[Start of section]

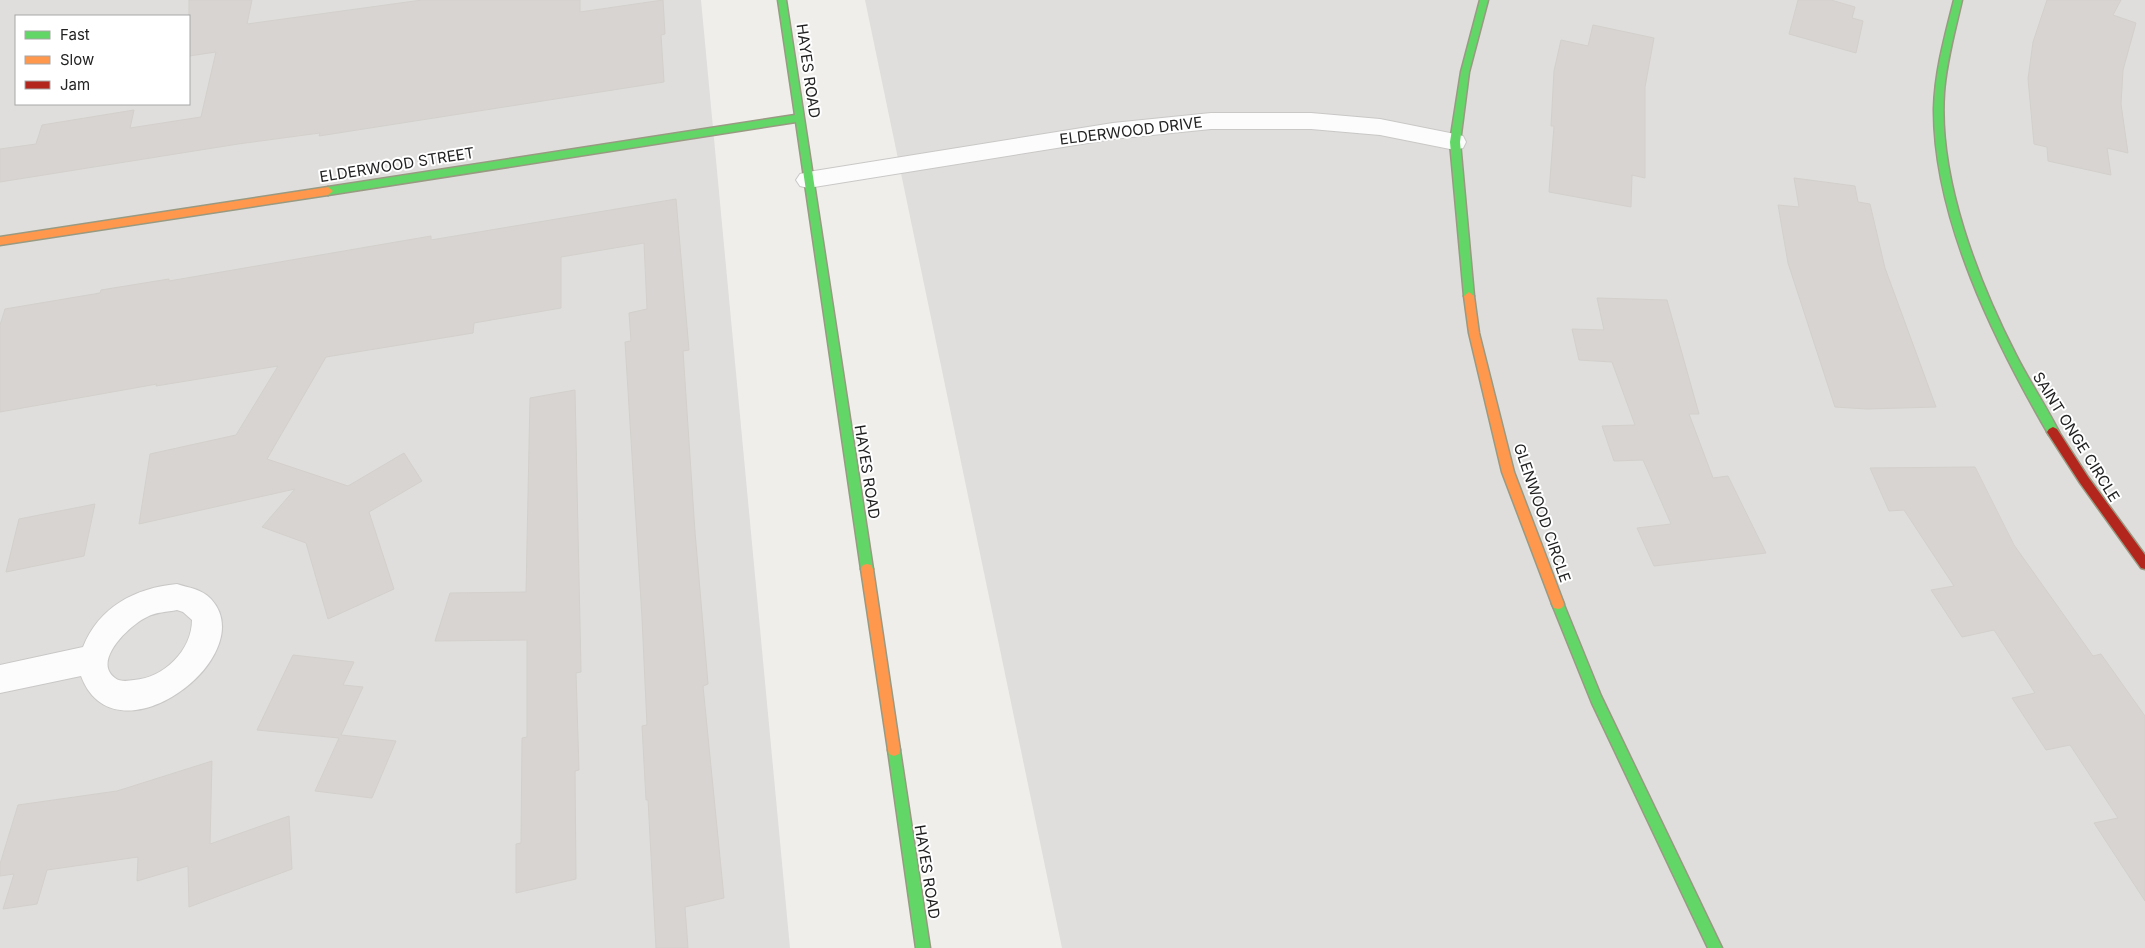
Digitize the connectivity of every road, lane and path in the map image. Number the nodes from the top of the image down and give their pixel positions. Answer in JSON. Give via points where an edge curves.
{"nodes":[{"id":1,"x":782,"y":0,"type":"edge"},
{"id":2,"x":1484,"y":0,"type":"edge"},
{"id":3,"x":1958,"y":0,"type":"edge"},
{"id":4,"x":799,"y":118,"type":"junction"},
{"id":5,"x":1455,"y":142,"type":"junction"},
{"id":6,"x":808,"y":180,"type":"junction"},
{"id":7,"x":0,"y":241,"type":"edge"},
{"id":8,"x":2145,"y":564,"type":"edge"},
{"id":9,"x":94,"y":659,"type":"dead end"},
{"id":10,"x":0,"y":679,"type":"edge"},
{"id":11,"x":923,"y":948,"type":"edge"},
{"id":12,"x":1715,"y":948,"type":"edge"}],
"edges":[{"from":1,"to":4,"type":"street","name":"HAYES ROAD"},
{"from":2,"to":5,"type":"street","name":"GLENWOOD CIRCLE","via":[[1465,72]]},
{"from":3,"to":8,"type":"street","name":"SAINT ONGE CIRCLE","via":[[1940,78],[1940,130],[1945,176],[1958,231],[2000,338],[2036,408]]},
{"from":4,"to":6,"type":"street","name":"HAYES ROAD"},
{"from":4,"to":7,"type":"street","name":"ELDERWOOD STREET"},
{"from":5,"to":6,"type":"street","name":"ELDERWOOD DRIVE","via":[[1380,127],[1286,120],[1211,121],[1112,131]]},
{"from":5,"to":12,"type":"street","name":"GLENWOOD CIRCLE","via":[[1474,333],[1508,472],[1596,699]]},
{"from":6,"to":11,"type":"street","name":"HAYES ROAD"},
{"from":9,"to":10,"type":"street"}]}
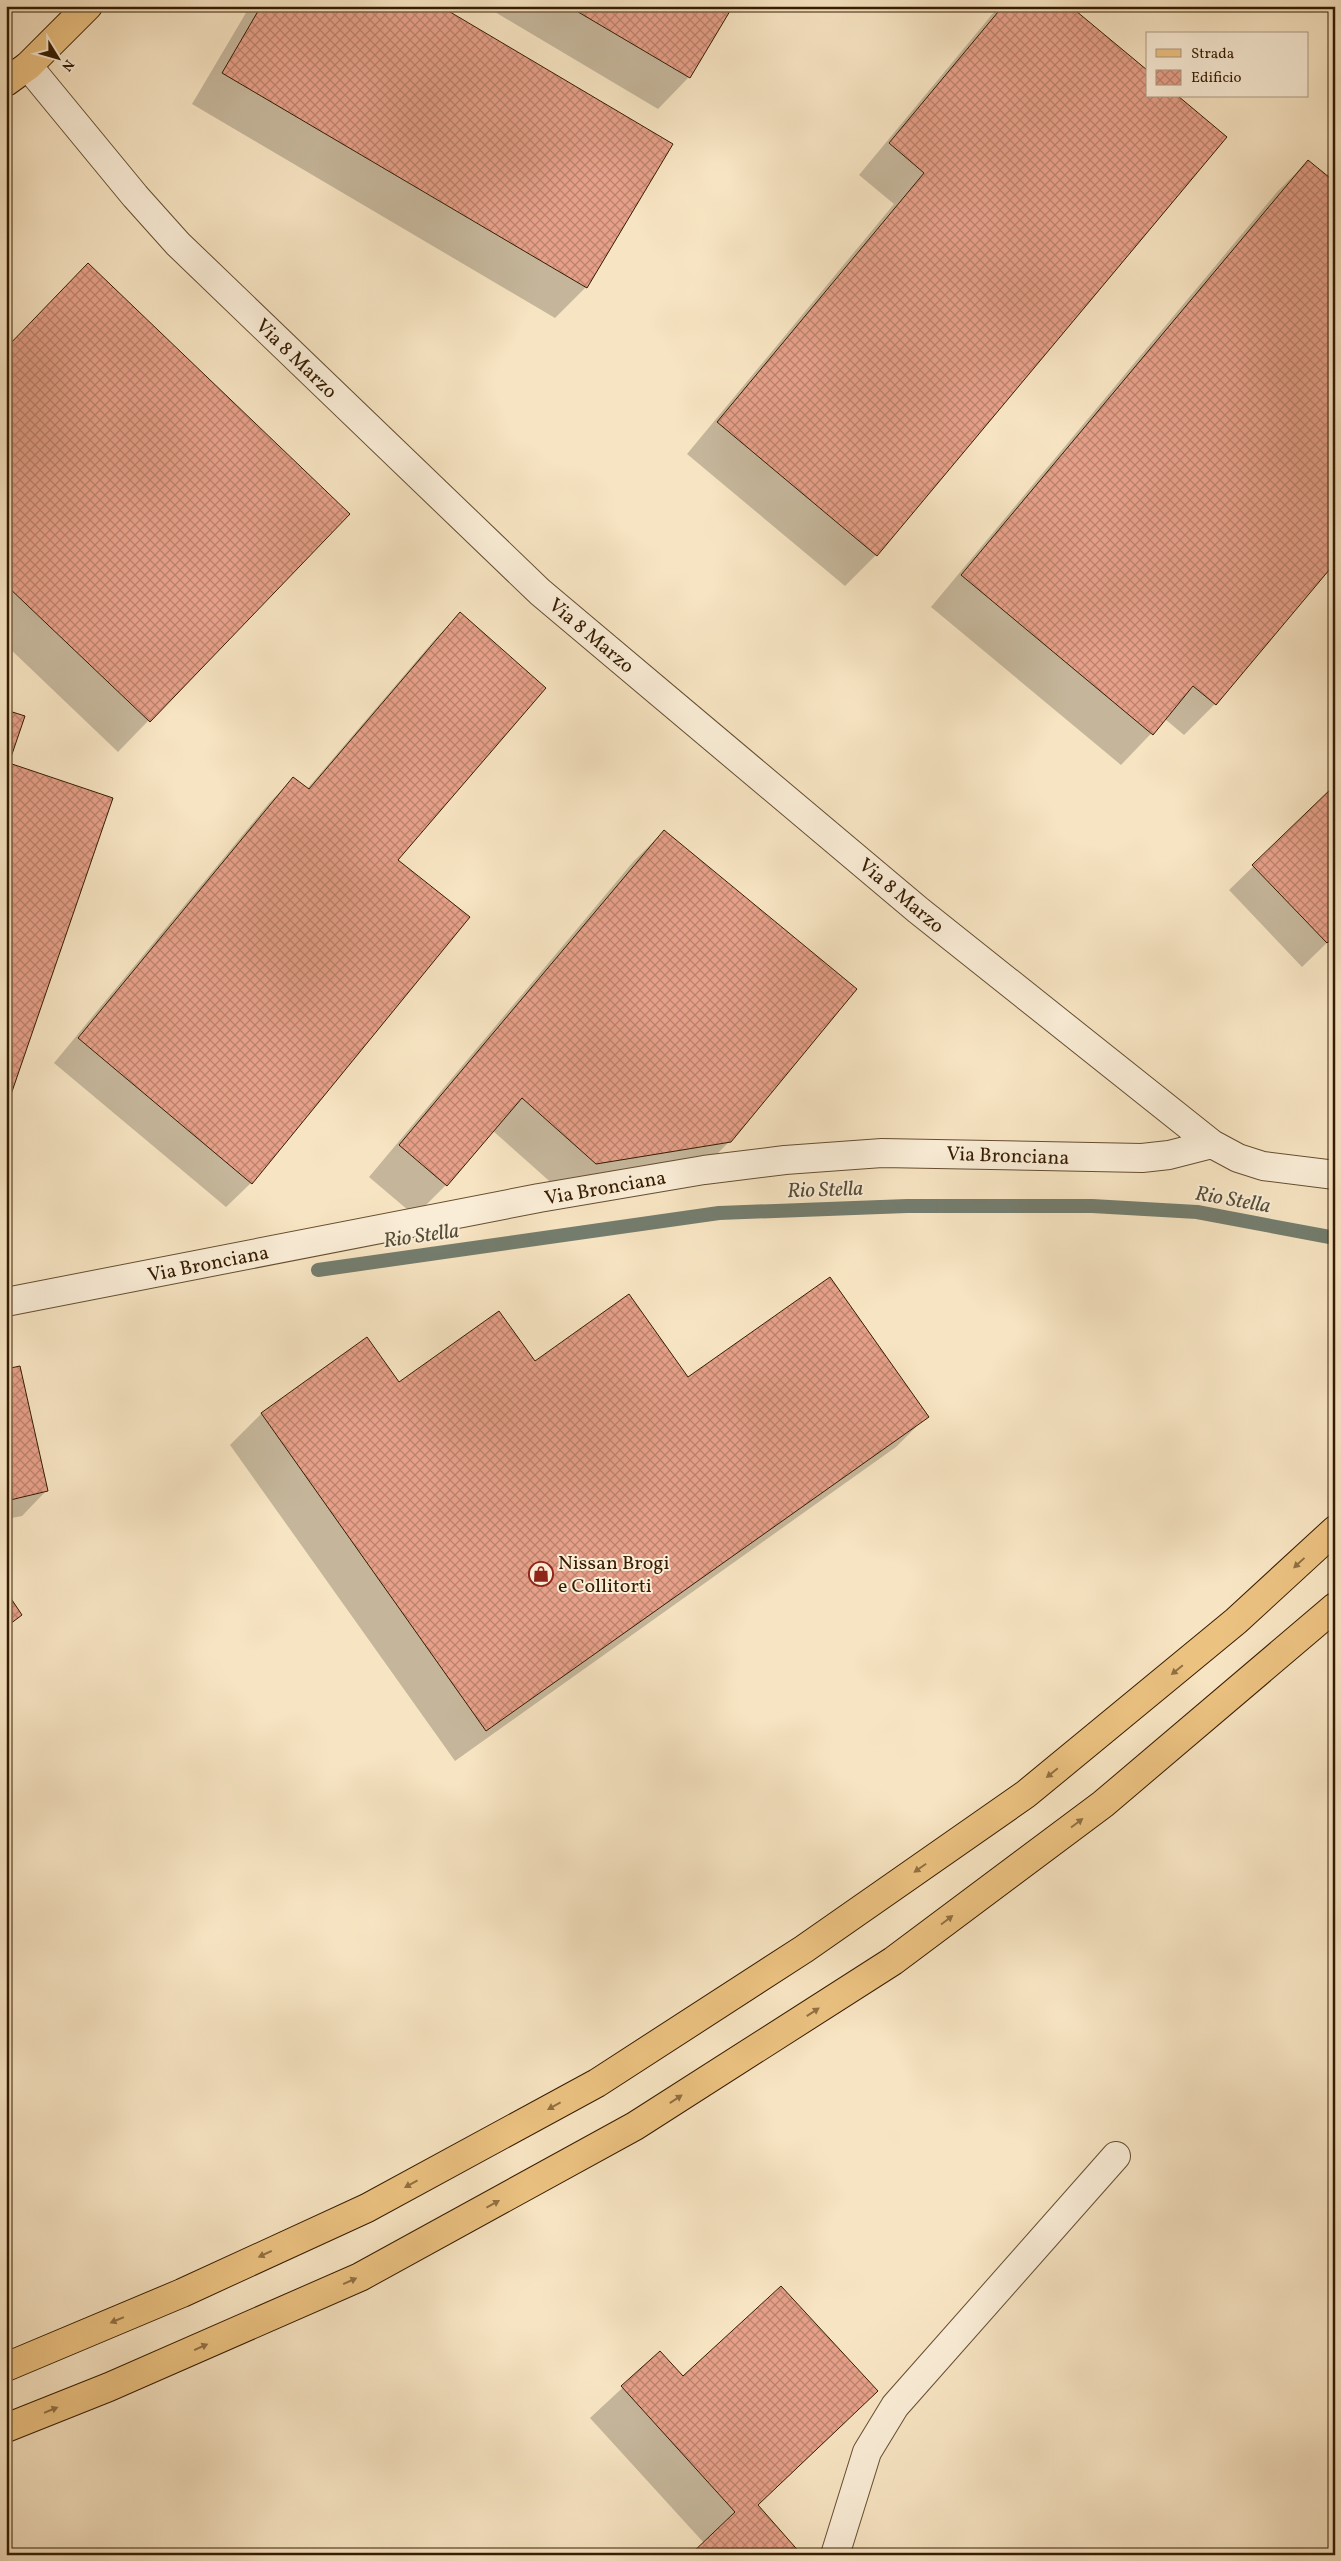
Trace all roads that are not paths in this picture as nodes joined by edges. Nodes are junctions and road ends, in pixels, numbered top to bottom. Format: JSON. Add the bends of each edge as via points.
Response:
{"nodes":[{"id":1,"x":88,"y":6,"type":"edge"},
{"id":2,"x":28,"y":66,"type":"junction"},
{"id":3,"x":6,"y":82,"type":"edge"},
{"id":4,"x":1212,"y":1144,"type":"junction"},
{"id":5,"x":1335,"y":1175,"type":"edge"},
{"id":6,"x":6,"y":1302,"type":"edge"},
{"id":7,"x":1335,"y":1530,"type":"edge"},
{"id":8,"x":1335,"y":1608,"type":"edge"},
{"id":9,"x":1116,"y":2156,"type":"dead end"},
{"id":10,"x":6,"y":2367,"type":"edge"},
{"id":11,"x":6,"y":2428,"type":"edge"},
{"id":12,"x":835,"y":2555,"type":"edge"}],
"edges":[{"from":1,"to":2,"type":"main road"},
{"from":2,"to":3,"type":"main road"},
{"from":2,"to":4,"type":"street","name":"Via 8 Marzo","via":[[178,244],[540,592],[918,910]]},
{"from":4,"to":5,"type":"street","name":"Via 8 Marzo","via":[[1238,1158],[1264,1166]]},
{"from":4,"to":6,"type":"street","name":"Via Bronciana","via":[[1169,1155],[1134,1158],[882,1153],[704,1170],[539,1198]]},
{"from":7,"to":10,"type":"main road","one_way":true,"via":[[1236,1621],[1026,1794],[804,1949],[597,2083],[367,2208],[182,2293]]},
{"from":11,"to":8,"type":"main road","one_way":true,"via":[[109,2387],[360,2277],[635,2126],[893,1961],[1103,1804]]},
{"from":9,"to":12,"type":"street","via":[[895,2406],[868,2452]]}]}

[End of section]

> _Task statement_:
Copy the lines of the entries above that mention "nodes".

> _Exercise answer_:
Digitize the connectivity of every road, lane and path in the map image. Number the nodes from the top of the image down and give their pixel positions. Answer in JSON. Give via points where an edge curves.
{"nodes":[{"id":1,"x":782,"y":0,"type":"edge"},
Trace all roads that are not paths in this picture as nodes joined by edges. Nodes are junctions and road ends, in pixels, numbered top to bottom. Format: JSON. Add the bends of each edge as via points.
{"nodes":[{"id":1,"x":88,"y":6,"type":"edge"},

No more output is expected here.